Gathering an accurate picture of what the publishing sector looks like from an international perspective is one of the biggest challenges that the IPA has been working on for the past five years.
Reliable and accurate statistics are essential to our sector and help shape the right environment where the publishing world can thrive. Back in 2017, during my IPA presidency, we welcomed the first Global Publishing Industry report developed by WIPO in collaboration with the IPA. The report was based on a global survey with 28 associations and authorities sharing their data. Since then, other reports have followed such as the global publishing industry 2018 report, legal deposit data in 2019 and a preliminary property indicators report in November of last year.
This year WIPO released a comprehensive study on the publishing industry, The Global Publishing Industry in 2020, based on data from a survey, legal deposit and ISBN data. Trade books (including children’s books), educational books as well as STM publications are covered in the latest report. This is complemented by 2018-2020 data from Nielsen, covering 10 key countries. The survey was conducted with help of the IPA and strong regional partners: FEP and CERLALC.
Based on the available data, the WIPO report estimates the combined publishing industry revenue (for the 25 included countries) was USD 65.3 billion in 2020. The largest sales revenue was recorded by the US (USD 23.6 billion), followed by Japan (USD 10.8 billion), Germany (USD 10.6 billion), the United Kingdom (UK) (USD 4.8 billion) and Italy (USD 3.5 billion). For children’s books , where 19 countries data was available, the total revenue is reported at USD 8.9 billion, again with the largest revenue reported by the US (4.7 billion) followed by Germany (USD 2 billion).
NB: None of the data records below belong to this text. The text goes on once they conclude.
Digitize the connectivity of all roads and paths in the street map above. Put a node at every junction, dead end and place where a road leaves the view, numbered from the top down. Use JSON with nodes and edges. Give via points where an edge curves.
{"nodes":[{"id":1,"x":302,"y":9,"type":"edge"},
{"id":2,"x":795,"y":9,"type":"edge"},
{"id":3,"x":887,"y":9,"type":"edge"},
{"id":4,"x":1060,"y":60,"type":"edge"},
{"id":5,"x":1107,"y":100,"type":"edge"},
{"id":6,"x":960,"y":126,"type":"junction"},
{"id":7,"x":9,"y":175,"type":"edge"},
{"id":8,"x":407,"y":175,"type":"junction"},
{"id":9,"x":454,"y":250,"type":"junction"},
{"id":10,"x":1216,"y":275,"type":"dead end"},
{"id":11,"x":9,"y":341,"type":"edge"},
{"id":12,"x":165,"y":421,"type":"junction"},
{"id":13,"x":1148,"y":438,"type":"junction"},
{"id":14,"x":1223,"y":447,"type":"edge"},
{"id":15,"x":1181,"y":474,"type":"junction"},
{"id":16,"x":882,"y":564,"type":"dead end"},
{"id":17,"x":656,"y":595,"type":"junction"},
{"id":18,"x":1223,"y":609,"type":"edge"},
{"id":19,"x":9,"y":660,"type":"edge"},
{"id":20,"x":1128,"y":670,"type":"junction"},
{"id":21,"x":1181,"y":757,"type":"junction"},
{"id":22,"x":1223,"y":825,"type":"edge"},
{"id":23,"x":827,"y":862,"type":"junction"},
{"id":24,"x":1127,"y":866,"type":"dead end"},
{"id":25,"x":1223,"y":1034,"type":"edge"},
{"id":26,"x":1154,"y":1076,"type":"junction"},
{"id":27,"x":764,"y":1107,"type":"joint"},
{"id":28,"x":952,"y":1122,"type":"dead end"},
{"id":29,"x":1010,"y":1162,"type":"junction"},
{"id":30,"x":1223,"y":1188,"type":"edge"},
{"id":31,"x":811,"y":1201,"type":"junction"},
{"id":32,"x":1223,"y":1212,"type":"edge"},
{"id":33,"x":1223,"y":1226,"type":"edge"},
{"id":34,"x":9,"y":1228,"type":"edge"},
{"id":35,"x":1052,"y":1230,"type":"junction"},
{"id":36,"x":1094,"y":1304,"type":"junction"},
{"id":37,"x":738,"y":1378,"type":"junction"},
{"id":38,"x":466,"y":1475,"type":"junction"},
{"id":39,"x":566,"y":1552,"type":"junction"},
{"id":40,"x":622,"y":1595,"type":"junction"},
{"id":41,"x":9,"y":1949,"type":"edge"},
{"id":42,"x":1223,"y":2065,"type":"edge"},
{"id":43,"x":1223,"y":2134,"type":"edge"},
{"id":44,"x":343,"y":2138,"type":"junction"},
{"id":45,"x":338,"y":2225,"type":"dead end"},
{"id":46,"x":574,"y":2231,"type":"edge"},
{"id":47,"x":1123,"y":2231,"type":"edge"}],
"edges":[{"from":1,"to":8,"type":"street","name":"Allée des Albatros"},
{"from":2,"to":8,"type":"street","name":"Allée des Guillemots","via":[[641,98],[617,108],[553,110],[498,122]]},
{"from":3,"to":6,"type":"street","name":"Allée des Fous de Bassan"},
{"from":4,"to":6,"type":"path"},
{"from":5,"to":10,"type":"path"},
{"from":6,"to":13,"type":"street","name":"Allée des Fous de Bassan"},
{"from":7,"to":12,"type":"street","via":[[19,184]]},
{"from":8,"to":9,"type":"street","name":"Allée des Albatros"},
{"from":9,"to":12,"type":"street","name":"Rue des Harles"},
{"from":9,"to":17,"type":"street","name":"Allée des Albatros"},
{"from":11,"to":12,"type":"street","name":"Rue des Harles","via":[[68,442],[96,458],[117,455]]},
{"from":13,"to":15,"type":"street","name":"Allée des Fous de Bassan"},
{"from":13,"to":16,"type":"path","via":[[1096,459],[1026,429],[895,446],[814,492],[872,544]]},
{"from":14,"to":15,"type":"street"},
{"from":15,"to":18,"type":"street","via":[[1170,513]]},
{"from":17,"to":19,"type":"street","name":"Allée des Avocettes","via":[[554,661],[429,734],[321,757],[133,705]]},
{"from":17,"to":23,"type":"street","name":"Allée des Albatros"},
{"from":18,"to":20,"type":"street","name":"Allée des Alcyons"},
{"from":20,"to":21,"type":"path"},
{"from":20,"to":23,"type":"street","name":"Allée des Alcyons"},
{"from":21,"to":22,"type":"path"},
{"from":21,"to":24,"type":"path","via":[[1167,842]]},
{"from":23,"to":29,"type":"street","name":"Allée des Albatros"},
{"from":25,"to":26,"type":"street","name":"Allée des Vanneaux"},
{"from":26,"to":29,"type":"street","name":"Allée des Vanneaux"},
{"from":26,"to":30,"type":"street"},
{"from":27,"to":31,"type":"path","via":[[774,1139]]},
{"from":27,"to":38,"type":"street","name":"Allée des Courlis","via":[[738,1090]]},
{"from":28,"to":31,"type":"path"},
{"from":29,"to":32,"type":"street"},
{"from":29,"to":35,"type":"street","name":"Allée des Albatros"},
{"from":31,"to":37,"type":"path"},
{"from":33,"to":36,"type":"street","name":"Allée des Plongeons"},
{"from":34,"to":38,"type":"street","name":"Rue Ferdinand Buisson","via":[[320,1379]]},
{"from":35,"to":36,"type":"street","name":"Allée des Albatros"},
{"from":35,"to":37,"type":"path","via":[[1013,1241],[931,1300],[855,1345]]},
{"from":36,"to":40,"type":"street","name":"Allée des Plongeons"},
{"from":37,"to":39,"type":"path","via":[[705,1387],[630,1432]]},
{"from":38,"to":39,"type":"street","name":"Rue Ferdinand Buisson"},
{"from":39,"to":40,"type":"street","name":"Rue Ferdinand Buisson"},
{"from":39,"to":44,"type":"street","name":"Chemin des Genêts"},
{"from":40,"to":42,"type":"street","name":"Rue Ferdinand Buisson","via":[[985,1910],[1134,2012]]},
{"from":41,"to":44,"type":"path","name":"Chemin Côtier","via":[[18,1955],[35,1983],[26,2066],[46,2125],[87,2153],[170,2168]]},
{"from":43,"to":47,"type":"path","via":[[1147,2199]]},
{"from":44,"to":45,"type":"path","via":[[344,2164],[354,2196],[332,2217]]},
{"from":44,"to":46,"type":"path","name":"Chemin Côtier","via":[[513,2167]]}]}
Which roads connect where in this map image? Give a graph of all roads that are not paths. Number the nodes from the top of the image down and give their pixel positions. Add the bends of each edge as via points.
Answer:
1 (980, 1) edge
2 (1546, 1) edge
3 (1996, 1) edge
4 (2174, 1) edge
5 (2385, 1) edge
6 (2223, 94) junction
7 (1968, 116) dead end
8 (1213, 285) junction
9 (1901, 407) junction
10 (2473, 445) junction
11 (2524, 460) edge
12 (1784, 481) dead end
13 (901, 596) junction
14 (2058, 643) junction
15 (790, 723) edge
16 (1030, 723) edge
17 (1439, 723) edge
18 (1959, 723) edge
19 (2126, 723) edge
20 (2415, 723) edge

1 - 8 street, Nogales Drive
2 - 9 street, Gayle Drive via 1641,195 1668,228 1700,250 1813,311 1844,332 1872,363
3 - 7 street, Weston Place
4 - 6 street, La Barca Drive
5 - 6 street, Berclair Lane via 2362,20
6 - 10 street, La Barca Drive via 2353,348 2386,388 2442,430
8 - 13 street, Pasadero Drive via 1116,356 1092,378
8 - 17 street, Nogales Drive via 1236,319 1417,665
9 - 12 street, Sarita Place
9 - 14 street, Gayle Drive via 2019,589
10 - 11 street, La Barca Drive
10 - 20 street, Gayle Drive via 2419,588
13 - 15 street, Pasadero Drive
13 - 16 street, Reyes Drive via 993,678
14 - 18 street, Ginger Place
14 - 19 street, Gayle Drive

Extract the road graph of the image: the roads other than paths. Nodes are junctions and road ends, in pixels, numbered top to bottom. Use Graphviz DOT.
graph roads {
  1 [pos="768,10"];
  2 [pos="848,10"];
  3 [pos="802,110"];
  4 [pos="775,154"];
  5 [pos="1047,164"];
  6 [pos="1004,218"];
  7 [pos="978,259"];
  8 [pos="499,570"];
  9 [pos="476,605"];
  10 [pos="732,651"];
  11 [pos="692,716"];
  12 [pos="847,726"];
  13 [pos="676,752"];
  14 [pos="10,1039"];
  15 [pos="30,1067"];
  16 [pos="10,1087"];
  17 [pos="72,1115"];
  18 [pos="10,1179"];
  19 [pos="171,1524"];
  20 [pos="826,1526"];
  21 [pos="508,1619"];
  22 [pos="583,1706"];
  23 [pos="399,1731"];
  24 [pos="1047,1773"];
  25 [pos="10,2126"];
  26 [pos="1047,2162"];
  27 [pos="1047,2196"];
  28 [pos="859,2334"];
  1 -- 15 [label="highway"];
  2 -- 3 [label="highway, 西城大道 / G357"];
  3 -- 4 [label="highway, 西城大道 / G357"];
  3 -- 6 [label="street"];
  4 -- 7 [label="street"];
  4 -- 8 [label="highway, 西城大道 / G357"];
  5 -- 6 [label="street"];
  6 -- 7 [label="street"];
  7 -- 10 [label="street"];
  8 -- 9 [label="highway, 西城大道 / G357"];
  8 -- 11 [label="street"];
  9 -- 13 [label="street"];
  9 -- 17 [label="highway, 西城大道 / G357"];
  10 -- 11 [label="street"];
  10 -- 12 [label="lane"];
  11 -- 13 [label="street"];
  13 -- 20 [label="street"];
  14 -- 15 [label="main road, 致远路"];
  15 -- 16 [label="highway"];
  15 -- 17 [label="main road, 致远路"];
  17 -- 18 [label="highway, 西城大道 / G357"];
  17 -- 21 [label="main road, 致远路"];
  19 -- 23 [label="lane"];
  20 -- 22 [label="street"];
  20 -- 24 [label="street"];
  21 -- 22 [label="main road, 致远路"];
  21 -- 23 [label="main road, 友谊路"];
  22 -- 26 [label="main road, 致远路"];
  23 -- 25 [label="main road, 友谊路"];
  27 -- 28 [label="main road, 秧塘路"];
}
In terms of where revenue is generated – brick and mortar, online or other- data was available for 14 countries in 2020. Here we saw online sales generate more than two thirds of total publishing sales however in countries such as Georgia (63%), Spain (79.2%) and Italy (62.9%) brick and mortar stores continue to generate the bulk of sales. The reported Nielson transactional data, which covers 10 countries, showed the COVID -19 pandemic having a considerable negative impact on sales revenue.
Other interesting insights included:
- Did you know that only 2% of all books in Brazil are digital/audio while 33% of all Japanese books are digital
- Whilst most countries had a foreign market share below 5%, Canada (36.6%), UK (35.1%) and Spain (11.4%) had the three biggest foreign market shares.
- Spain’s majority of revenue comes from brick and mortar stores 79.2%
- The UK topped the total number of titles published with a reported 186,000, followed by Italy with 124,948
- For national repositories digital is driving in book deposits rising from 2.4 million in 2018 to 2.7 million in 2019, in part due to Germany’s digitalization of backlists (estimated 98% increase between 2018-2019).
- And the STM publishers have not changed much between 2010 and 2020 with pretty similar article market share, apart from a brand new player MDPI who gained a 7% market share.
Limitations to the report
Whilst the report is a treasure trove of interesting data, it is unfortunately far from complete. Back in 2017, we had around 28 countries data and yet in the latest report, the coverage hasn’t increased. This of course gives a biased view of the data as it is dominated by the Global North. In terms of format, where we are often most interested in digital vs print, the digital data is also incomplete, as it seems easier to count physcial books than digital books!
We must also note, that when you have three sources of data measuring the same property (books!) one wants to compare results and, in many countries, the three data sources are very well aligned but notable exceptions exist, like Germany where the three sources give three very different results.
As the sector emerges from the COVID pandemic, I urge all IPA members to really start thinking about data reporting. This is an opportunity to reflect the diverse and vibrant sector in data that will confirm what we all know – publishing is a driving force in our society. Let’s look forward to the next report and where we hope to have many more countries included.